等沈木棉將這麻油饊子全部炸完的時候,已經是傍晚了。
這個時候大周氏卻回來了,跟她回來的還有一個裹腳老太太,那兩茶姐妹還是不見影子。
沈木棉心想,最好一輩子別回來,不然她可不會手軟。
大周氏看到沈木棉端着一簸箕的饊子,眼睛都要瞪出來了。
“這是啥?聞着怪香的,給我點嚐嚐。”
說着就伸手來抓。
沈木棉卻一躲,“你洗手了嗎?就來摸我的東西?”那露出的手指咋還瞧着有些綠色。
“咋了?就你窮講究,你是不是不想給我吃?”大周氏斜着眼睛,手指着她,“不就是吃你點東西,護的跟個金蛋似得,信不信我捶死你?”
心想反正紅茶白茶都不在家,打了死丫頭,死丫頭也報復不到那兩個身上,她也趁勢出出這段時間的惡氣。

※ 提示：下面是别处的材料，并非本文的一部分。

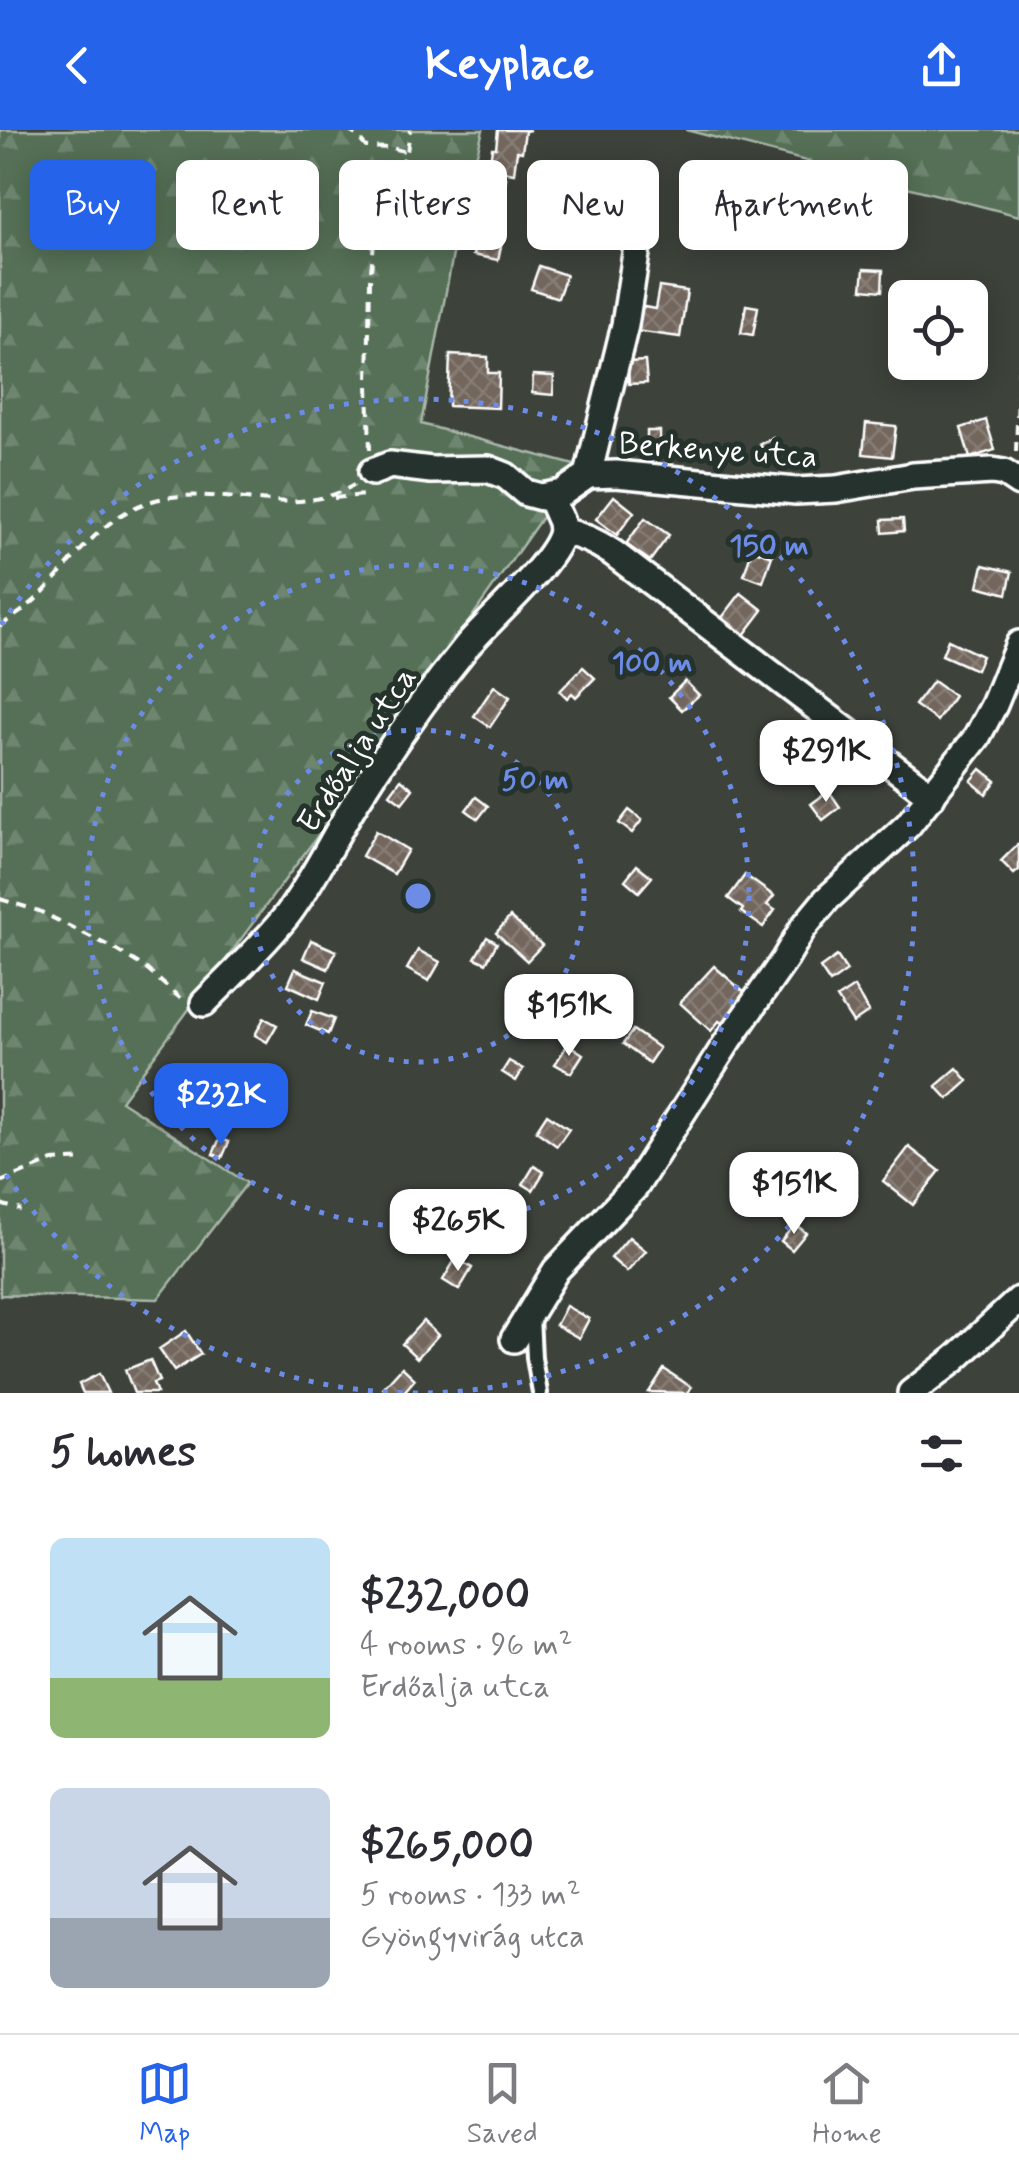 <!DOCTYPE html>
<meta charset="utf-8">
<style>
body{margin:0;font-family:Mynerve,sans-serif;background:#f2f2f3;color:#2b2b33;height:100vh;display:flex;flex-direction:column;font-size:38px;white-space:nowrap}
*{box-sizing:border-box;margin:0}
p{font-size:32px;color:#7c7c81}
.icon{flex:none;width:55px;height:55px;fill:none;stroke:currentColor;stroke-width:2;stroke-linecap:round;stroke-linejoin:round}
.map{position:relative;height:1263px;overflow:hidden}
.details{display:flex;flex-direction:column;background:#fff;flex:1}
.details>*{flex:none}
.hud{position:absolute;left:30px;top:30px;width:960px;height:90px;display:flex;gap:20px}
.fabs{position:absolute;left:888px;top:150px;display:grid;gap:20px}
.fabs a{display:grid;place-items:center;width:100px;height:100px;border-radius:15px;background:#fff;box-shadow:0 5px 25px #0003;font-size:50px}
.price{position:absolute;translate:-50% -85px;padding:0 22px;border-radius:20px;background:#fff;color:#222;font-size:32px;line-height:65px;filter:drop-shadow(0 2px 5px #0008)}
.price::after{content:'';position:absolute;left:50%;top:60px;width:30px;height:22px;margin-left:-15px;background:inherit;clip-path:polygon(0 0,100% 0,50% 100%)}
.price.on{background:#2563eb;color:#fff}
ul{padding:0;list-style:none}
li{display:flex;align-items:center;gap:30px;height:250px;padding:0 50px}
li span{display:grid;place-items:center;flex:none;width:280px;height:200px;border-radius:15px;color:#555}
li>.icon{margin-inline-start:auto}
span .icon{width:120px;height:120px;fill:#fffc;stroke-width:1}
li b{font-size:42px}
h2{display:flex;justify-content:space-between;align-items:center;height:120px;padding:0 50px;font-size:42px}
.tag{padding:0 35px;border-radius:15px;background:#fff;box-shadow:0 5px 25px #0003;font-size:35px;line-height:90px}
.tag.on{background:#2563eb;color:#fff}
header{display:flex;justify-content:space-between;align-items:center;height:130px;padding:0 50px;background:#2563eb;color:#fff;font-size:45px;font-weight:700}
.tab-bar{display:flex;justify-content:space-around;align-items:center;height:140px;border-top:2px solid #e1e1e2;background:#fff;font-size:28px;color:#7c7c81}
.tab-bar a{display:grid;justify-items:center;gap:5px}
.tab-bar .on{color:#2563eb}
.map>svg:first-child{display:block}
</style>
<header><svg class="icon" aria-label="back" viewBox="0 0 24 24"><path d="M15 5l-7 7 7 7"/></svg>Keyplace<svg class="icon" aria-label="share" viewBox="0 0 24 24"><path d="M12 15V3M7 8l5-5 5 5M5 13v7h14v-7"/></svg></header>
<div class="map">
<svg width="1019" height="1263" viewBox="0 0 1019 1263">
<defs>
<pattern id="forest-firs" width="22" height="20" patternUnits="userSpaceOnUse" patternTransform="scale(2.5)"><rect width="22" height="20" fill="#546f56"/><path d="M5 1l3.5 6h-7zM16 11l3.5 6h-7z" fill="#6e856f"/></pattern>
<pattern id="building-cross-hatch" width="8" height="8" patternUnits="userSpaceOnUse" patternTransform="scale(2.5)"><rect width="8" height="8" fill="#72665d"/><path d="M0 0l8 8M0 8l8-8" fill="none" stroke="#877d75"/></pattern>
</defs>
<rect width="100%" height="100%" fill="#3d423b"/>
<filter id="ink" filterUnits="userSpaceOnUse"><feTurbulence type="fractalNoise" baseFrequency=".01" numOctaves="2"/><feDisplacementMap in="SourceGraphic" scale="20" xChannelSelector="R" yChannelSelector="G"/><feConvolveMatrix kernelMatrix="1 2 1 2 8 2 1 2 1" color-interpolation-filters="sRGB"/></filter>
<g filter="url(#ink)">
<g fill="url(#forest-firs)" stroke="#aab7aa" stroke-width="2.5">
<path d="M 0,0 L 483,0 L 458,98 L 421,294 L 578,336 L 330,689 L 121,971 L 247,1053 L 158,1169 L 0,1165 Z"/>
<path d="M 686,0 L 1019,0 L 1019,86 Z"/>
</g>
<g fill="url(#building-cross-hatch)" stroke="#fff" stroke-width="2.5">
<path d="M 498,0 L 530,0 L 525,1 L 522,22 L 517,21 L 514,43 L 489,39 L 492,18 L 496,18 Z"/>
<path d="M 488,45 L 506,48 L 503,64 L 486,61 Z"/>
<path d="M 478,65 L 504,69 L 500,93 L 474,88 Z"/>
<path d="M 556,72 L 576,75 L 571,103 L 551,100 Z"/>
<path d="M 855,75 L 877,75 L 876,104 L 854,104 Z"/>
<path d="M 477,102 L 503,107 L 498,130 L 473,125 Z"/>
<path d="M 539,136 L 566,145 L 558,168 L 531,159 Z"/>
<path d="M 864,139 L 883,140 L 882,161 L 862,159 Z"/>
<path d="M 659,157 L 687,161 L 680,207 L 635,201 L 639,176 L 655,179 Z"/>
<path d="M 746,175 L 758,177 L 753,205 L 741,203 Z"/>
<path d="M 450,225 L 488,227 L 488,243 L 499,243 L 498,278 L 448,276 Z"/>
<path d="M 645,231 L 647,253 L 629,254 L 628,232 Z"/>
<path d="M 533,245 L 554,246 L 553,265 L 532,263 Z"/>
<path d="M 986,290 L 995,320 L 970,328 L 961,298 Z"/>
<path d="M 866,293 L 896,296 L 892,327 L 863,324 Z"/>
<rect x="647" y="301" width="13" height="18"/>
<path d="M 773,308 L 780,322 L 767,329 L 760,314 Z"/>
<path d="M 614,366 L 634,382 L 617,405 L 596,389 Z"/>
<path d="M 645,388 L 669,405 L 650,431 L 626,414 Z"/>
<path d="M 903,389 L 904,401 L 883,403 L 882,390 Z"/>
<path d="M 752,419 L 772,426 L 763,452 L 744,445 Z"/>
<path d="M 983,435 L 1012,442 L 1007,464 L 978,456 Z"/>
<path d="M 741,463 L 763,480 L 744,505 L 721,489 Z"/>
<path d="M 948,510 L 982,526 L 976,540 L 942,525 Z"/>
<path d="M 583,537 L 595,548 L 576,567 L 572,563 L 567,568 L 560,561 Z"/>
<path d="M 685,551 L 699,565 L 682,580 L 669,567 Z"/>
<path d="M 933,551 L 954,566 L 937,591 L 915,575 Z"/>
<path d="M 494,556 L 510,567 L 490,597 L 474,586 Z"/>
<path d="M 981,639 L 996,651 L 986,664 L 971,651 Z"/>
<path d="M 401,649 L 413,659 L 402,673 L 390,664 Z"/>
<path d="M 829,661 L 840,677 L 823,690 L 811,674 Z"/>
<path d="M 476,667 L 488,676 L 478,689 L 466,680 Z"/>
<path d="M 629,680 L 642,690 L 632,703 L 619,693 Z"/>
<path d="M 376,701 L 408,720 L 394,744 L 362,726 Z"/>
<path d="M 1019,713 L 1019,740 L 1014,744 L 1001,731 Z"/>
<path d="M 637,735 L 652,747 L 639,762 L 625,750 Z"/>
<path d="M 745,745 L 774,766 L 767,775 L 775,780 L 763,797 L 741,782 L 743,779 L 728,768 Z"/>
<path d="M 510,787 L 542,815 L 527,831 L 496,803 Z"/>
<path d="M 487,807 L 497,813 L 486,833 L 475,828 Z"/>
<path d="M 311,810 L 336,821 L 328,839 L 303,828 Z"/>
<path d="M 418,820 L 440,832 L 429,851 L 407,839 Z"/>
<path d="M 837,826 L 847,841 L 830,853 L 820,838 Z"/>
<path d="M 714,836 L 745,863 L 739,869 L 743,872 L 723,894 L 719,891 L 711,901 L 680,873 Z"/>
<path d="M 295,839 L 326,852 L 319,869 L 288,855 Z"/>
<path d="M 854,857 L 869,882 L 853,893 L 837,868 Z"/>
<path d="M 312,881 L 334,889 L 328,904 L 306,895 Z"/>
<path d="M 264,888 L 277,895 L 267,912 L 255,905 Z"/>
<path d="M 633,900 L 659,918 L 649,933 L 623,914 Z"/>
<path d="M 568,914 L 583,924 L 571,943 L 555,934 Z"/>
<path d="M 509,931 L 523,939 L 516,951 L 502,942 Z"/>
<path d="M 957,938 L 968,951 L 948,969 L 936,956 Z"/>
<path d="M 252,945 L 264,950 L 259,961 L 248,957 Z"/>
<path d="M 547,984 L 569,999 L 557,1016 L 536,1001 Z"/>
<path d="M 220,1008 L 229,1012 L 222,1028 L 213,1024 Z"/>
<path d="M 909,1017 L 940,1041 L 913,1075 L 883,1051 Z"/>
<path d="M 534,1036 L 544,1042 L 533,1060 L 523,1054 Z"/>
<path d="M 465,1081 L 474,1086 L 466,1100 L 457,1094 Z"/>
<path d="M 795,1094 L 806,1103 L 792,1120 L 781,1111 Z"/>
<path d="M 629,1107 L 646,1121 L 627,1142 L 611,1128 Z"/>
<path d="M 456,1128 L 472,1138 L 459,1160 L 443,1150 Z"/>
<path d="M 566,1176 L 589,1189 L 579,1208 L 556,1195 Z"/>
<path d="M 423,1191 L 438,1205 L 417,1228 L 402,1214 Z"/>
<path d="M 186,1201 L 201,1224 L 174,1241 L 159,1219 Z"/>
<path d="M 150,1230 L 159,1251 L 153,1253 L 157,1263 L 134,1263 L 125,1240 Z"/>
<path d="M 402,1237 L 415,1249 L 403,1263 L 388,1263 L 383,1258 Z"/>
<path d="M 664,1239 L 691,1257 L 688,1263 L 649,1262 Z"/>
<path d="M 99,1244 L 108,1263 L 83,1263 L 79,1254 Z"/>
</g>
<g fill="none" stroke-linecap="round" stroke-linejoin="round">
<g stroke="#fff" stroke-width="20">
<path id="lane" d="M 532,1186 L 534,1228 L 540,1263"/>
</g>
<g stroke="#fff" stroke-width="32">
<g id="street">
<path d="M 372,342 L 390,335 L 431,340 L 488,339 L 506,346 L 526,363 L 541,367 L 562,363 L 588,345 L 625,195 L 639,104"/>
<path d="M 588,345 L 616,344 L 796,361 L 836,359 L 913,346 L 992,341 L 1004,343 L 1019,353"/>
<path d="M 550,367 L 561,392 L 562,401 C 582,405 597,412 613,423 L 932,666"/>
<path d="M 204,873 C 232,844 263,816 288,784 C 314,749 332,710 355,673 C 389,619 426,566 466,517 C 489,489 557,431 562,401"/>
<path d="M 514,1209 L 556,1140 L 635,1057 L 726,914 L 783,832 L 803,798 L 827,769 L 908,695 L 977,607 L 994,575 L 1019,514"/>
<path d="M 911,1263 L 955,1229 L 1019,1170"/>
</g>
</g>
<g stroke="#fff" stroke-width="4" stroke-dasharray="10 8" stroke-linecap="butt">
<path d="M 347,0 L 356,5 L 366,17 L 391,18 L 407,22"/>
<path d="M 370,320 L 368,254 L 370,150 L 374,113 L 385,67 L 407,22 L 410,0"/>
<path d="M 1016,322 L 1019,233"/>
<path d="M 334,368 L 364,365"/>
<path d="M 0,496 C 17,485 34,473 47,458 C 78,425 106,384 152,371 C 218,352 291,392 354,355"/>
<path d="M 0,769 L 39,781 L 115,819 L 144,837 L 180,868"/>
<path d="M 0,1052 L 53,1031 L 84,1029"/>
<path d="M 0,1074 L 21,1080"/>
</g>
<use href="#lane" stroke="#26332d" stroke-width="12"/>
<use href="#street" stroke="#26332d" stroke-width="25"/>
</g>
</g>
<g fill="none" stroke="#6c8ce6" stroke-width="5" stroke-dasharray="5 10">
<circle cx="418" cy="766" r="166"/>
<circle cx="418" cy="766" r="331"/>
<path d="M1 495A497 497 0 1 1 1 1037"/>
</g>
<g text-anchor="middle" stroke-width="10" stroke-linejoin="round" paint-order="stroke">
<g font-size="32" fill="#fff" stroke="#26332d">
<text transform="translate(718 319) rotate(4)" y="11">Berkenye utca</text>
<text transform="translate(356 619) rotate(-57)" y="11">Erdőalja utca</text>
</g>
</g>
<circle cx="418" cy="766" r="15" fill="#6c8ce6" stroke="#26332d" stroke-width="5"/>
<g font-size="30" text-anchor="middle" font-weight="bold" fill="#6c8ce6" stroke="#26332d" stroke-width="10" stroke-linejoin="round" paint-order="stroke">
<text x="769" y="425">150 m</text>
<text x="652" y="542">100 m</text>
<text x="535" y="659">50 m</text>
</g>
</svg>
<div class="fabs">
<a><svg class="icon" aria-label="locate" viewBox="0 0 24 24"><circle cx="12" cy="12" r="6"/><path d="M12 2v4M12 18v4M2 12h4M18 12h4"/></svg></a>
</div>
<b class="price" style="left:826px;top:675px">$291K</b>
<b class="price" style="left:569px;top:929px">$151K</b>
<b class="price on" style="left:221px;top:1018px">$232K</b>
<b class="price" style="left:794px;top:1107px">$151K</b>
<b class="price" style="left:458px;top:1144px">$265K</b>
<div class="hud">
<a class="tag on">Buy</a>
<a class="tag">Rent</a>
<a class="tag">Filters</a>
<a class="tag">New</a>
<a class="tag">Apartment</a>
</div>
</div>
<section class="details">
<h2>5 homes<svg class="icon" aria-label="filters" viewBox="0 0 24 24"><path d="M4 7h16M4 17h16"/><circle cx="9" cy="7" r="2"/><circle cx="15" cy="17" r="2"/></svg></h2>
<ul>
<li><span style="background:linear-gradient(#bfe0f5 70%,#8fb573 0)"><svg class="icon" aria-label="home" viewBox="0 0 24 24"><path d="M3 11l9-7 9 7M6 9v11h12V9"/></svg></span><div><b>$232,000</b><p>4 rooms · 96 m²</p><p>Erdőalja utca</p></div></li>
<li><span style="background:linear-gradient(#c9d6e8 65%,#9aa5b1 0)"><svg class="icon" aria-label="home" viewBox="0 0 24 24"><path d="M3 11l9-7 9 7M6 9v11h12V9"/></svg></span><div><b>$265,000</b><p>5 rooms · 133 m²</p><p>Gyöngyvirág utca</p></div></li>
</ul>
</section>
<nav class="tab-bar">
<a class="on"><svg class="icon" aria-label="map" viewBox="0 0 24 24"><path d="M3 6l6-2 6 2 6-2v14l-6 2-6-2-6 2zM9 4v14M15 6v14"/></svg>Map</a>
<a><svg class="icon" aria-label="saved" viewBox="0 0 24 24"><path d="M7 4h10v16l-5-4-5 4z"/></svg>Saved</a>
<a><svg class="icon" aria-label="home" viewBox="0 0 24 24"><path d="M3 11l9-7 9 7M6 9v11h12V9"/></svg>Home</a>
</nav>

“你捶我下試試!天天就知道吃,想弄死我的時候怎麼沒想到吃?”
“夠了。”站在大周氏身後的大於氏瞪着一雙三角眼,數落自己的閨女,“瞧瞧你,真是沒出息,自己腸子裡爬出來的東西都管不住。又不是和你不住在一間院裡,不聽話,半夜拿根繩子就勒死了。守信不在,你是她娘,要她生才能生,要她死她就得死,勒死她,誰還能來找你茬麼?”
大周氏被大於氏訓的頭低着。
瞧着大周氏明顯顧忌她孃的。
沈木棉臉上掛着冷笑,說來大周氏那麼心狠,根本就是有樣學樣。
這大於氏比之大周氏有過之無不及,連親手掐死自己閨女的事都幹過。
據說這可是個非常重男輕女的人,她生出兒子之前生過三四個閨女,沒一個活的下來。至於大周氏爲什麼能活,則是因爲大周氏不是她親生的,最先是充當童養媳的,後來見大周氏長的好,沈守信有錢且還沒娶媳婦,便託人說了媒。
前些年她瞞的好,同村的人也只當孩子生下來養的不經心沒站住,直到去年,大於氏兒子出去吃酒說漏嘴了,大傢伙才知道真相。
沈木棉心想,她爹要是早知道,怕壓根不會娶大於氏的閨女。
“呵呵,想勒死我那也得有本事。”沈木棉皮笑肉不笑的說,“真不虧是母女,動不動就要誰誰死,覺得自己是官老爺呢,還是把自己當成閻王爺了?”
大於氏小眼睛陰惻惻的盯着沈木棉,卻沒說別的話。
沈木棉冷哼一聲,就端着東西進屋了。
這老太太可不是什麼好東西,雖是外奶,可一年前這老太太竟然和自己的孫子一起算計原主。
從那以後,每次這老太太來,原主肯定是要帶豹子躲出去的,也正因如此,沈紅茶才說原主懼怕外奶。
“蘭風呢?怎麼沒見?外奶來了,都不知道出來打聲招呼?真是眼睛長頭頂上去了。”
大於氏並不理會她的態度,跟過去問道。
她今天來的目的,就是想親眼看看沈蘭風是不是真的回來了。
“你還敢讓蘭風和你打招呼?我可是把以前的事情都和蘭風說了,你且等着蘭風回來找你嘮嗑。”